私の足音に気づいて3人がこちらを見やった。

「やはり、来ましたね」

「そりゃーちゅーさやんやー。(そりゃ、来るだろう)くぬ人、永四郎んことでーじ気に入ってるみたいやっさー(この人、永四郎のこととっても気に入ってるみたいだし)」

「やー(あんた)も物好きだなぁ」

「…それで、何の用ですか?」

木手くんがいつものように呆れたような声で言うと、そばにいた2人が小さく笑う。
さっきの小走りで少し息があがってしまって、木手くんの問いに答えるのが遅れた。
ため息をつきながら、木手くんが水の入ったペットボトルを差し出してくれた。

「あれくらいで息があがるようでは、この先不安ですね」

チクリと嫌味も忘れないところが木手くんらしい。
けれどさりげなく水をくれるあたり、やはり彼は優しい子なのだと思う。
ありがとう、とお礼を言って少しだけボトルに口をつけ、口をつけたところを軽くぬぐって木手くんに返す。
息を整えて小さく深呼吸をし、木手くん達の目をしっかりと見据えて言葉を発した。

「…あのさ、ミーティングだけでも出たらどうかな?情報共有はしといた方がいいんじゃないかな、と思うんだけど」

「必要あるかぁ?」

甲斐くんと平古場くんが顔を見合わせて、木手くんへと視線を移す。
ふむ、と何事か思案している木手くんが口を開く前に再び私は言葉を発した。

「ここは沖縄に近い環境かもしれないけど、沖縄じゃないでしょ?危険なところだってきっといっぱいある。

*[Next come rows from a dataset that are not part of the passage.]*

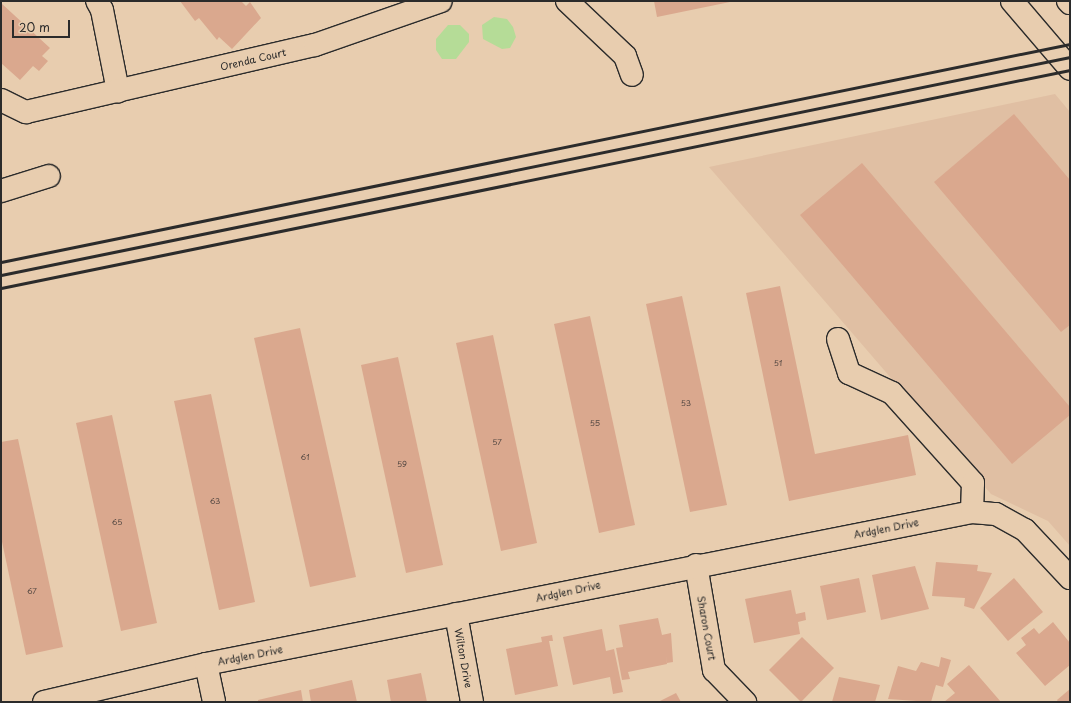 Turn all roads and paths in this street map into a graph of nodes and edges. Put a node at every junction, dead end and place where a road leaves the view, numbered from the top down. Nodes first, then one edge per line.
1 (97, 1) edge
2 (441, 1) edge
3 (567, 1) edge
4 (1012, 1) edge
5 (1068, 1) edge
6 (1070, 4) edge
7 (1070, 69) edge
8 (632, 75) dead end
9 (118, 91) junction
10 (1, 100) edge
11 (49, 176) dead end
12 (1, 191) edge
13 (838, 338) dead end
14 (972, 512) junction
15 (696, 565) junction
16 (1070, 578) edge
17 (456, 614) junction
18 (206, 664) junction
19 (44, 702) edge
20 (214, 702) edge
21 (472, 702) edge
22 (745, 702) edge

1 - 9 street
2 - 9 street, Orenda Court
3 - 8 street
4 - 7 street
5 - 6 street
9 - 10 street, Orenda Court
11 - 12 street
13 - 14 street
14 - 15 street, Ardglen Drive
14 - 16 street, Ardglen Drive
15 - 17 street, Ardglen Drive
15 - 22 street, Sharon Court
17 - 18 street, Ardglen Drive
17 - 21 street, Wilton Drive
18 - 19 street, Ardglen Drive
18 - 20 street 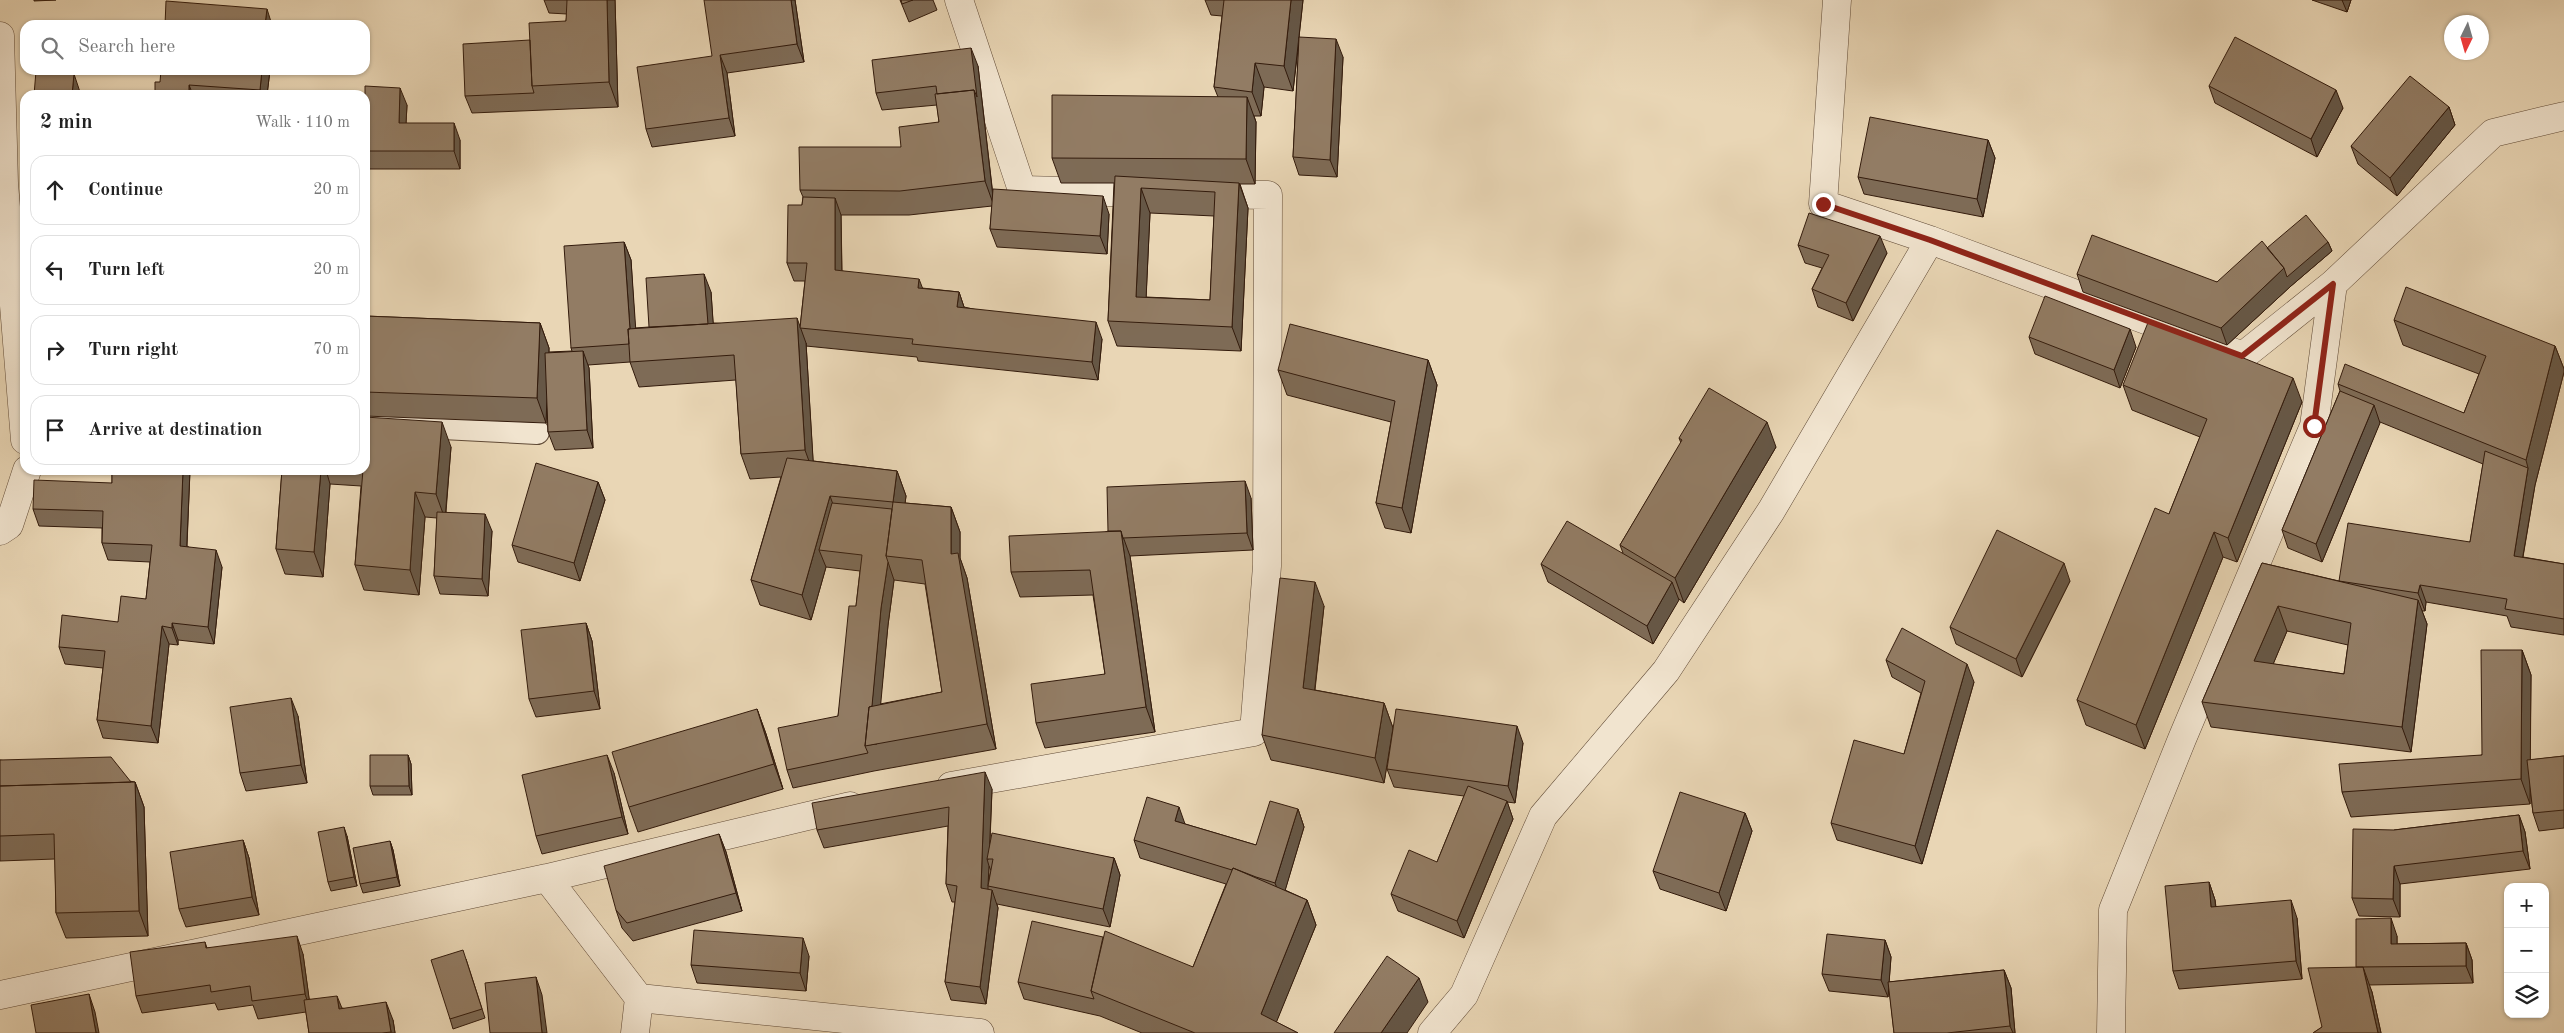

君達だけじゃ調べきれないこともいっぱいある」

「まぁ確かに、あなたの言うことも一理ありますね。…分かりました。ミーティングには参加することにしましょう」

木手くんの言葉を聞いて、甲斐くんと平古場くんも「分かった」と返事をしてくれた。
ない頭を使ってひねり出した理由に、すんなりと木手くんが乗っかってくれて助かった。